L’obligation de sécurité résultat de l’employeur (C. trav., art. L. 4121-1 ; C. trav., art. L. 1153-5)
L’employeur est tenu d’une obligation de sécurité de résultat en matière de protection de la santé et de la sécurité des travailleurs. Il a été jugé qu’il manquait à cette obligation lorsqu’un salarié est victime, sur son lieu de travail, de violences physiques ou morales exercées par l’un ou l’autre de ses salariés, quand bien même il aurait pris des mesures en vue de concilier les parties. (Cass. soc., 29 juin 2011, deux affaires)
- Lorsqu’un fait de harcèlement a lieu entre salariés d’une même entreprise, l’employeur doit agir.
Dans la première décision, l’employeur soutenait que « ne constitue pas un fait de harcèlement le différend qui a opposé deux médecins d’un centre médical, dès lors que l’employeur y était parfaitement étranger et a tenté de concilier, même en vain, les parties ». La Cour considère que ce n’est pas suffisant en présence d’un « harcèlement ». - La seconde décision fournit la méthode : au moindre soupçon de harcèlement, l’employeur doit diligenter (ou faire diligenter) une enquête.
Ensuite, il doit licencier le salarié à l’origine du harcèlement, le cas échéant sur le fondement de la faute grave (arrêt du 18 février 2014)
Il ne doit pas tarder ; son abstention pourrait être considérée comme fautive, l’essentiel étant d’éloigner la victime de son agresseur et de mettre un terme à l’infraction même si une procédure en justice est en cours.
3) La victime peut alerter l’inspection du travail (qui a également un pouvoir d’enquête), la médecine du travail, les représentants du personnel,…
4) Enfin, si le maintien dans l’entreprise est devenu impossible, le salarié peut adresser une prise d’acte de la rupture aux torts de l’employeur et demander la requalification en licenciement sans cause réelle et sérieuse aux torts exclusifs de l’employeur devant le conseil de prud’hommes (Cass soc 11 mars 2015).
Il peut obtenir les indemnités de fin de contrat, les dommages et intérêts pour licenciement sans cause réelle et sérieuse et les dommages et intérêts pour harcèlement (on a déjà obtenu 30.00 euros pour ce seul poste).
Rester au contact quotidiennement de son agresseur ou harceleur est une véritable souffrance et si l’employeur n’y met pas un terme, il est nécessaire de faire cesser ces agissements.
Ces actions sont possibles également en cas d’agression sexuelle ou de viol sur le lieu de travail.
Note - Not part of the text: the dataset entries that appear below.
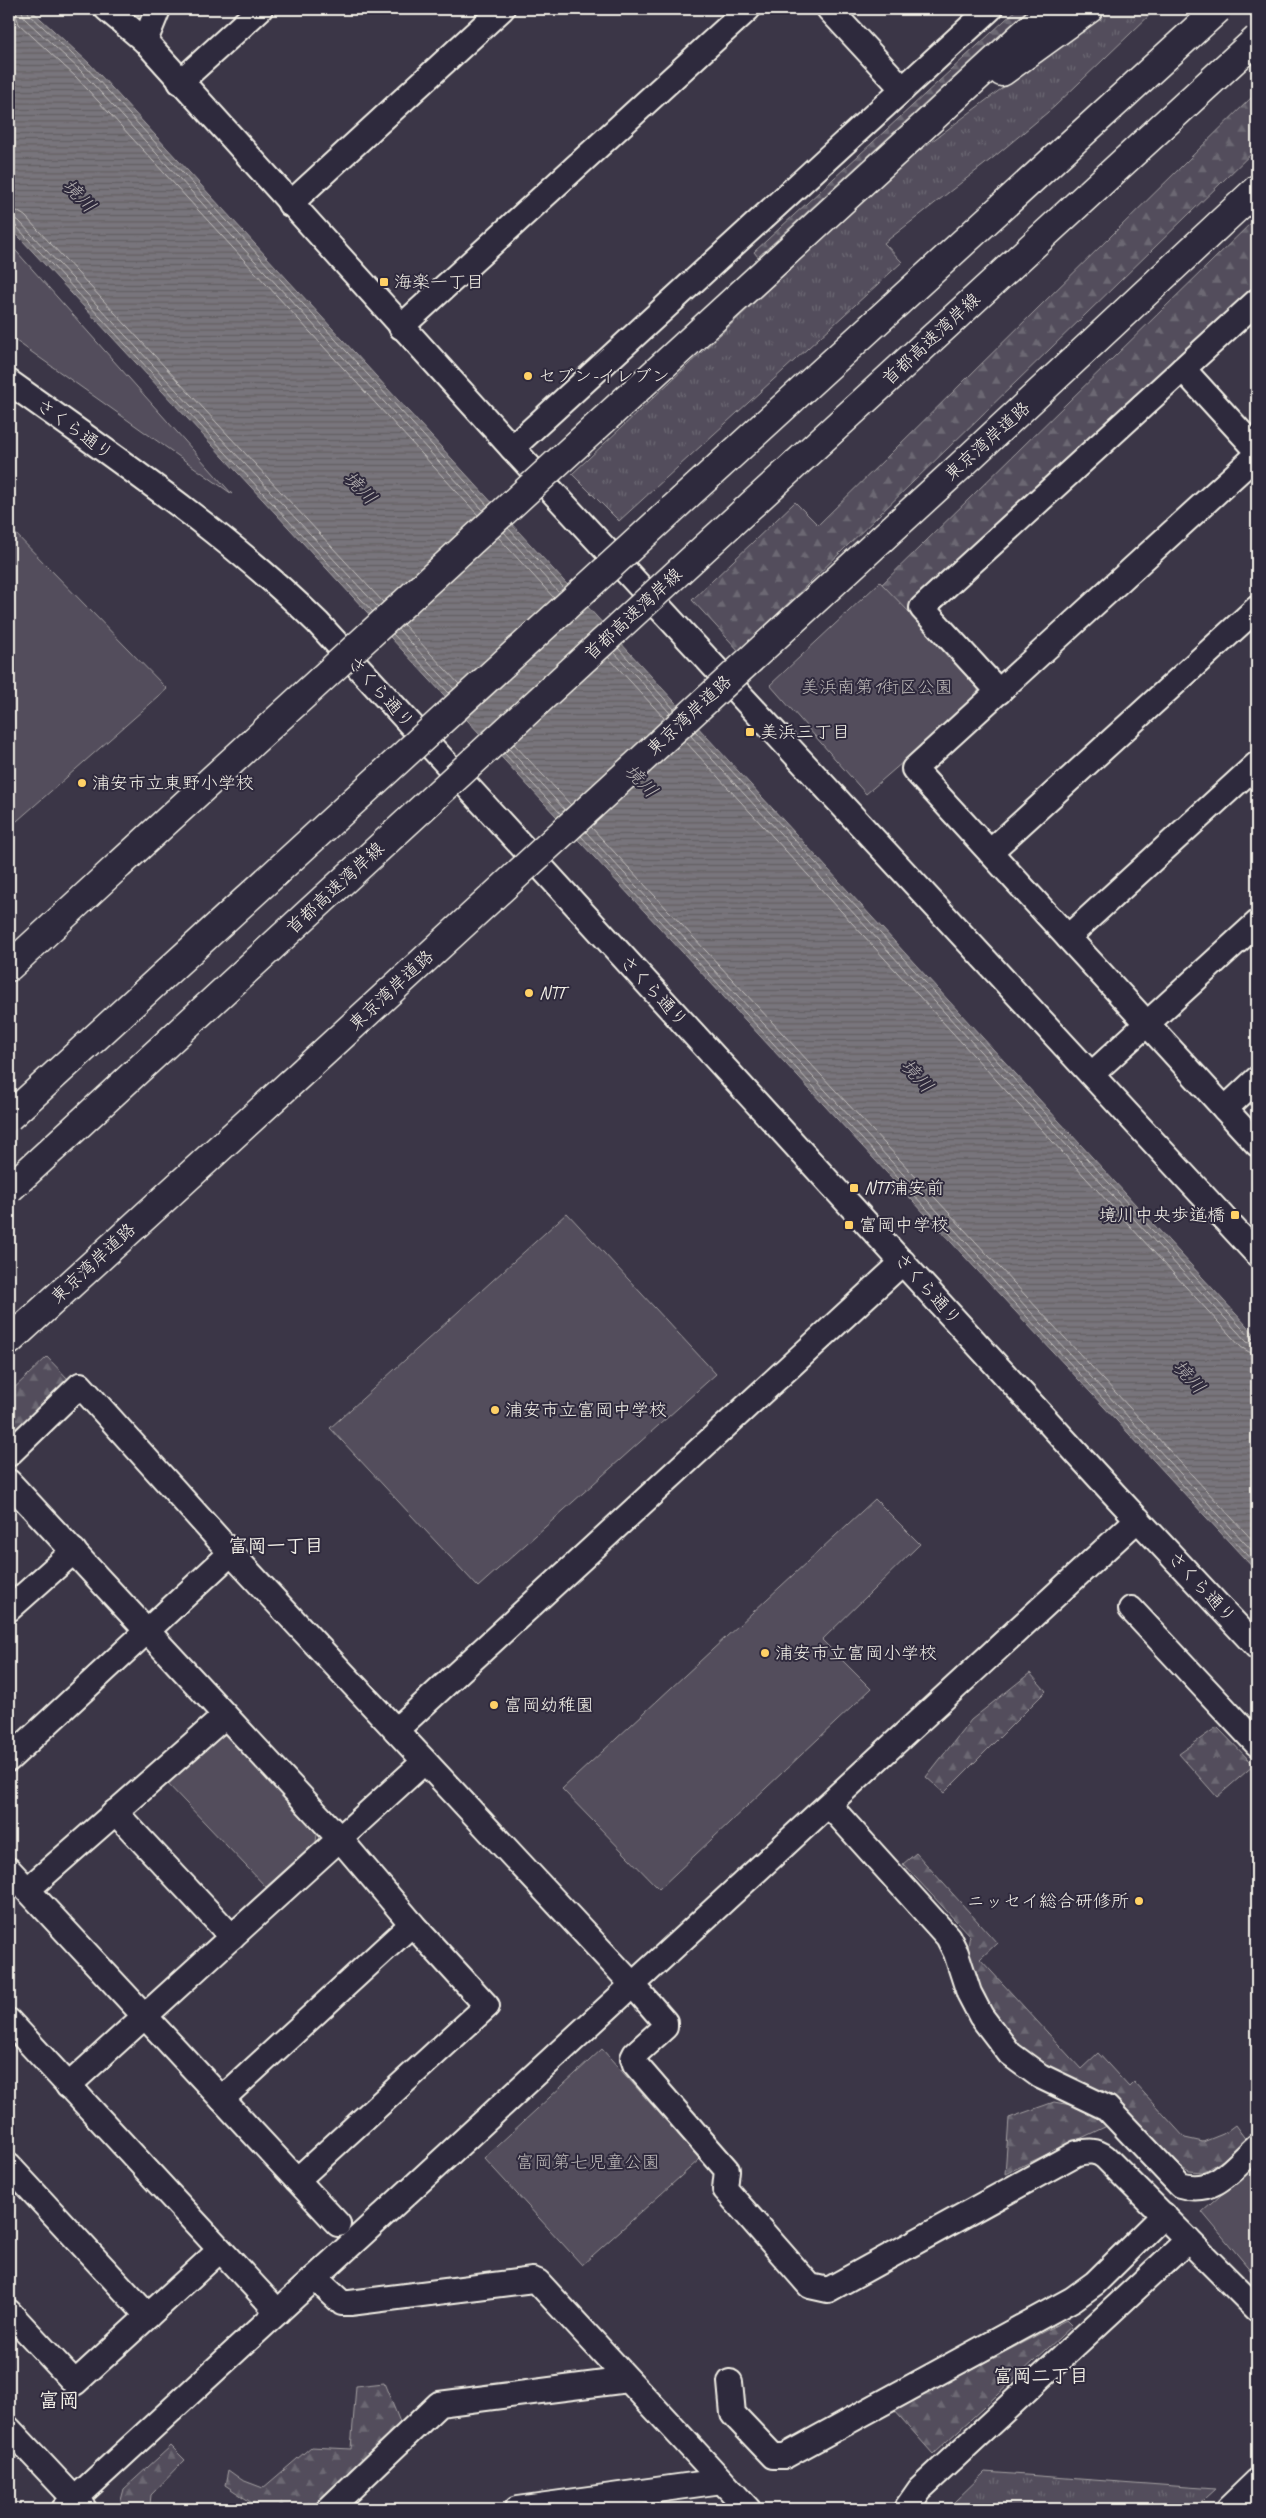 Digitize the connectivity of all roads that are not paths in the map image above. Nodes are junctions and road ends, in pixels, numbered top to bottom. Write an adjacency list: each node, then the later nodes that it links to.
1 (108, 9): 12 (street)
2 (158, 9): 12 (street)
3 (260, 9): 13 (street)
4 (502, 9): 18 (street)
5 (748, 9): 20 (street)
6 (829, 9): 14 (street)
7 (990, 9): 14 (street)
8 (1050, 9): 15 (highway)
9 (1089, 9): 15 (highway)
10 (1218, 9): 37 (highway, bridge)
11 (1257, 39): 39 (highway, 首都高速湾岸線, bridge)
12 (145, 41): 13 (street)
13 (180, 82): 18 (street)
14 (903, 89): 23 (street)
15 (927, 123): 32 (highway, bridge)
16 (1257, 180): 17 (highway, 東京湾岸道路)
17 (1249, 197): 42 (highway, 東京湾岸道路, bridge)
18 (290, 204): 20 (street)
19 (1257, 301): 21 (street)
20 (402, 327): 23 (street)
21 (1183, 369): 24 (street); 27 (street)
22 (9, 382): 41 (street, さくら通り)
23 (512, 448): 34 (street)
24 (1257, 450)
25 (1257, 455): 27 (street)
26 (1257, 608): 29 (street)
27 (999, 692): 29 (street)
28 (1257, 764): 31 (street)
29 (990, 852): 31 (street)
30 (1257, 923): 33 (street)
31 (1068, 937): 33 (street)
32 (9, 967)
33 (1147, 1024): 34 (street); 36 (street)
34 (1092, 1074): 40 (street)
35 (1257, 1079): 36 (street)
36 (1225, 1109): 38 (street)
37 (9, 1117)
38 (1257, 1144)
39 (9, 1188)
40 (1257, 1254)
41 (903, 1262): 45 (street, さくら通り); 53 (street)
42 (9, 1341)
43 (9, 1454): 47 (street)
44 (9, 1482): 46 (street)
45 (1138, 1519): 51 (street, さくら通り); 57 (street)
46 (74, 1551): 48 (street); 50 (street)
47 (231, 1554): 50 (street); 53 (street)
48 (9, 1609)
49 (1131, 1609): 54 (street)
50 (146, 1632): 52 (street); 55 (street)
51 (1257, 1646)
52 (225, 1716): 58 (street); 59 (street)
53 (396, 1730): 56 (street)
54 (1257, 1744)
55 (9, 1758)
56 (424, 1762): 59 (street); 64 (street)
57 (829, 1804): 64 (street); 69 (street)
58 (115, 1812): 61 (street); 63 (street)
59 (340, 1839): 62 (street); 63 (street)
60 (9, 1870): 61 (street)
61 (27, 1890): 65 (street)
62 (412, 1924): 68 (street); 71 (street)
63 (232, 1937): 65 (street)
64 (633, 1985): 72 (street); 76 (street)
65 (146, 2015): 67 (street); 68 (street)
66 (9, 2022): 67 (street)
67 (68, 2086): 75 (street)
68 (222, 2100): 71 (street)
69 (1257, 2146)
70 (9, 2166): 80 (street)
71 (297, 2180): 73 (street)
72 (1164, 2216): 74 (street); 82 (street)
73 (338, 2224)
74 (1188, 2240): 77 (street); 90 (street)
75 (220, 2250): 79 (street); 80 (street)
76 (315, 2278): 79 (street); 81 (street)
77 (1257, 2309)
78 (9, 2312): 80 (street)
79 (278, 2312): 86 (street)
80 (148, 2316)
81 (628, 2380): 84 (street); 87 (street)
82 (730, 2382)
83 (9, 2429): 86 (street)
84 (722, 2481): 88 (street); 89 (street)
85 (1257, 2482): 91 (street)
86 (74, 2506)
87 (329, 2509)
88 (517, 2509)
89 (748, 2509)
90 (906, 2509)
91 (1228, 2509) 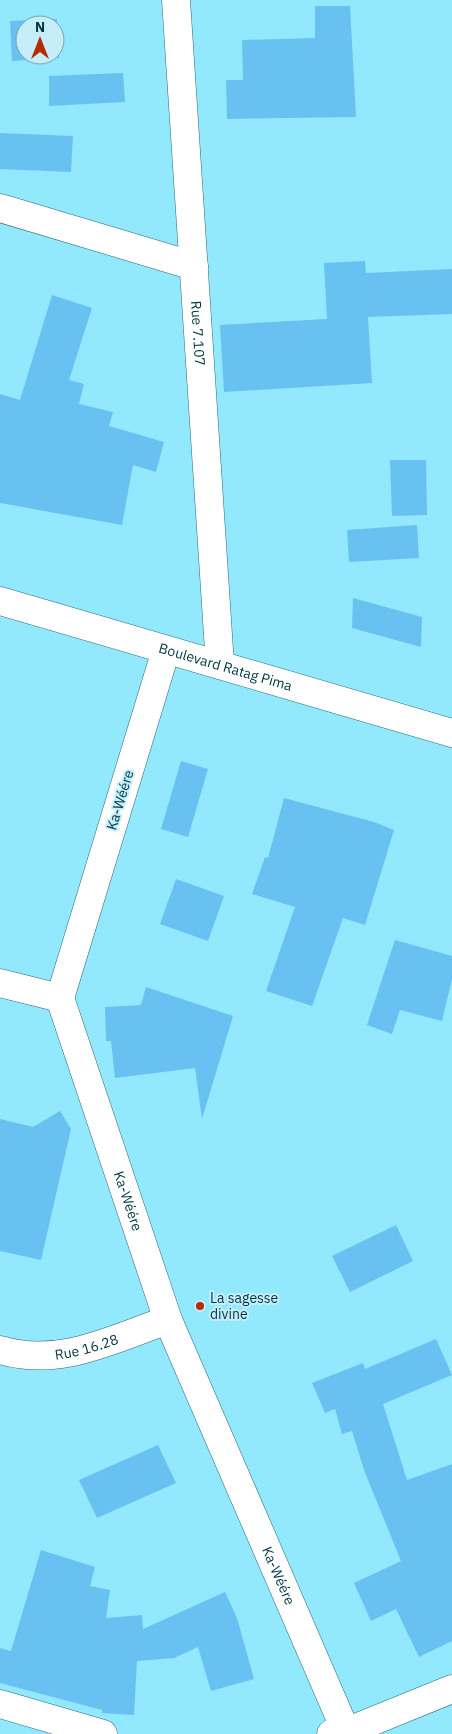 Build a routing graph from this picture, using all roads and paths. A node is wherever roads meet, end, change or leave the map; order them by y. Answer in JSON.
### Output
{"nodes":[{"id":1,"x":176,"y":0,"type":"edge"},
{"id":2,"x":0,"y":208,"type":"edge"},
{"id":3,"x":194,"y":266,"type":"junction"},
{"id":4,"x":0,"y":601,"type":"edge"},
{"id":5,"x":166,"y":650,"type":"junction"},
{"id":6,"x":220,"y":665,"type":"junction"},
{"id":7,"x":452,"y":733,"type":"edge"},
{"id":8,"x":0,"y":983,"type":"edge"},
{"id":9,"x":60,"y":998,"type":"junction"},
{"id":10,"x":168,"y":1320,"type":"junction"},
{"id":11,"x":0,"y":1350,"type":"edge"},
{"id":12,"x":452,"y":1689,"type":"edge"},
{"id":13,"x":0,"y":1704,"type":"edge"},
{"id":14,"x":342,"y":1733,"type":"edge"},
{"id":15,"x":103,"y":1734,"type":"edge"}],
"edges":[{"from":1,"to":3,"type":"street","name":"Rue 7.107"},
{"from":2,"to":3,"type":"street"},
{"from":3,"to":6,"type":"street","name":"Rue 7.107"},
{"from":4,"to":5,"type":"street","name":"Boulevard Ratag Pima"},
{"from":5,"to":6,"type":"street","name":"Boulevard Ratag Pima"},
{"from":5,"to":9,"type":"street","name":"Ka-Wéére"},
{"from":6,"to":7,"type":"street","name":"Boulevard Ratag Pima"},
{"from":8,"to":9,"type":"street"},
{"from":9,"to":10,"type":"street","name":"Ka-Wéére"},
{"from":10,"to":11,"type":"street","name":"Rue 16.28"},
{"from":10,"to":14,"type":"street","name":"Ka-Wéére"},
{"from":12,"to":14,"type":"street"},
{"from":13,"to":15,"type":"street"}]} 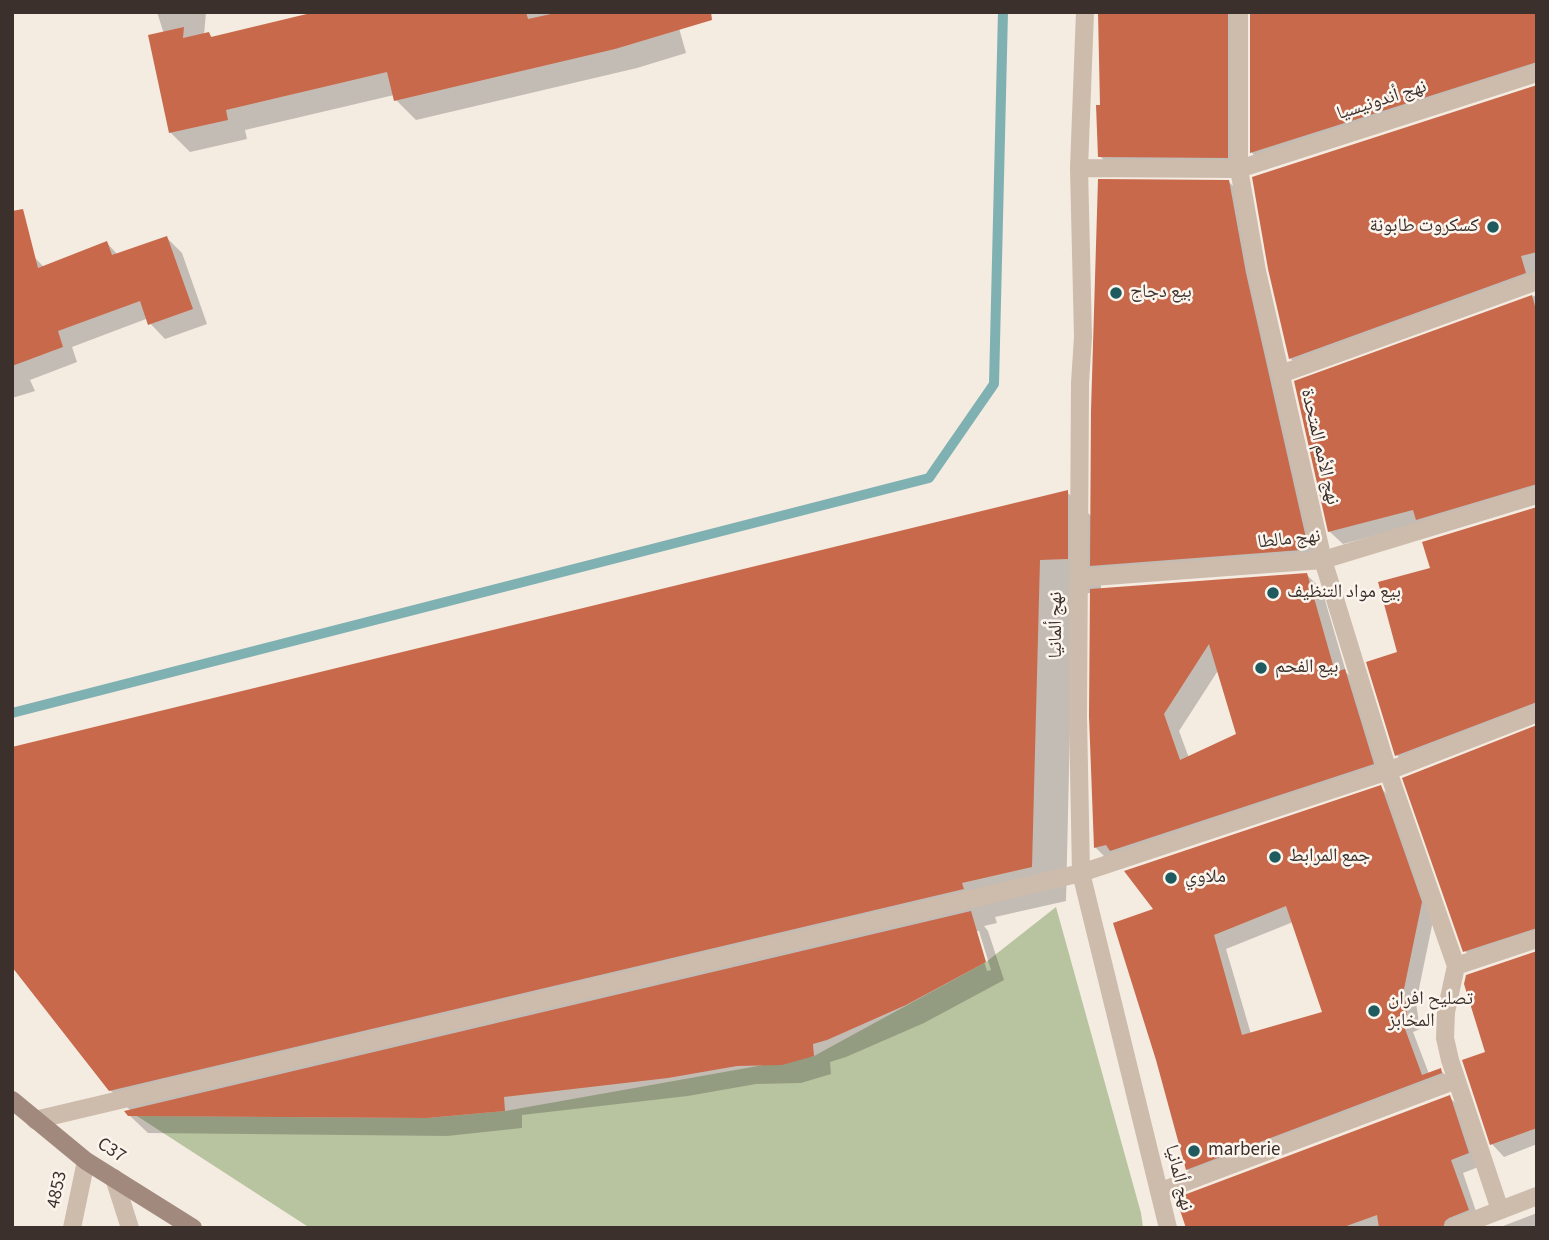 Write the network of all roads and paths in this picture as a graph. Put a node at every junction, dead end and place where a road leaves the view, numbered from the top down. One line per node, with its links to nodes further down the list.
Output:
1 (1085, 12): 4 (street, نهج ألمانيا)
2 (1239, 12): 5 (street, نهج الأمم المتحدة)
3 (1537, 73): 5 (street, نهج أندونيسيا)
4 (1079, 168): 5 (street, نهج أندونيسيا); 10 (street, نهج ألمانيا)
5 (1239, 169): 7 (street, نهج الأمم المتحدة)
6 (1537, 282): 7 (street)
7 (1281, 374): 9 (street, نهج الأمم المتحدة)
8 (1537, 495): 9 (street, نهج مالطا)
9 (1323, 560): 10 (street, نهج مالطا); 12 (street, نهج الأمم المتحدة)
10 (1079, 578): 13 (street, نهج ألمانيا)
11 (1537, 713): 12 (street)
12 (1388, 771): 13 (street); 15 (street, نهج الأمم المتحدة)
13 (1081, 873): 18 (street); 21 (street, نهج ألمانيا)
14 (1537, 939): 15 (street)
15 (1456, 966): 16 (street)
16 (1456, 1080): 21 (street); 23 (street)
17 (12, 1100): 18 (main road, C37)
18 (35, 1120): 19 (main road, C37)
19 (86, 1161): 20 (main road, C37); 24 (street, 4853)
20 (114, 1178): 25 (street); 26 (main road, C37)
21 (1160, 1192): 27 (street, نهج ألمانيا)
22 (1537, 1196): 23 (street)
23 (1500, 1210): 28 (street)
24 (72, 1228)
25 (130, 1228)
26 (193, 1228)
27 (1168, 1228)
28 (1454, 1228)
La plainte pénale peut s’imposer dès lors.
5) Déposer plainte au pénal :
En effet, le harcèlement sexuel, les agressions sexuelles et le viol sont des infractions pénales graves, des délits ou des crimes. La victime peut déposer plainte au pénal pour faire punir l’agresseur, voir reconnaître ces violences, obtenir des indemnités et qu’il ne recommence pas.
Il peut être conseillé de cumuler toutes ces actions pour les renforcer.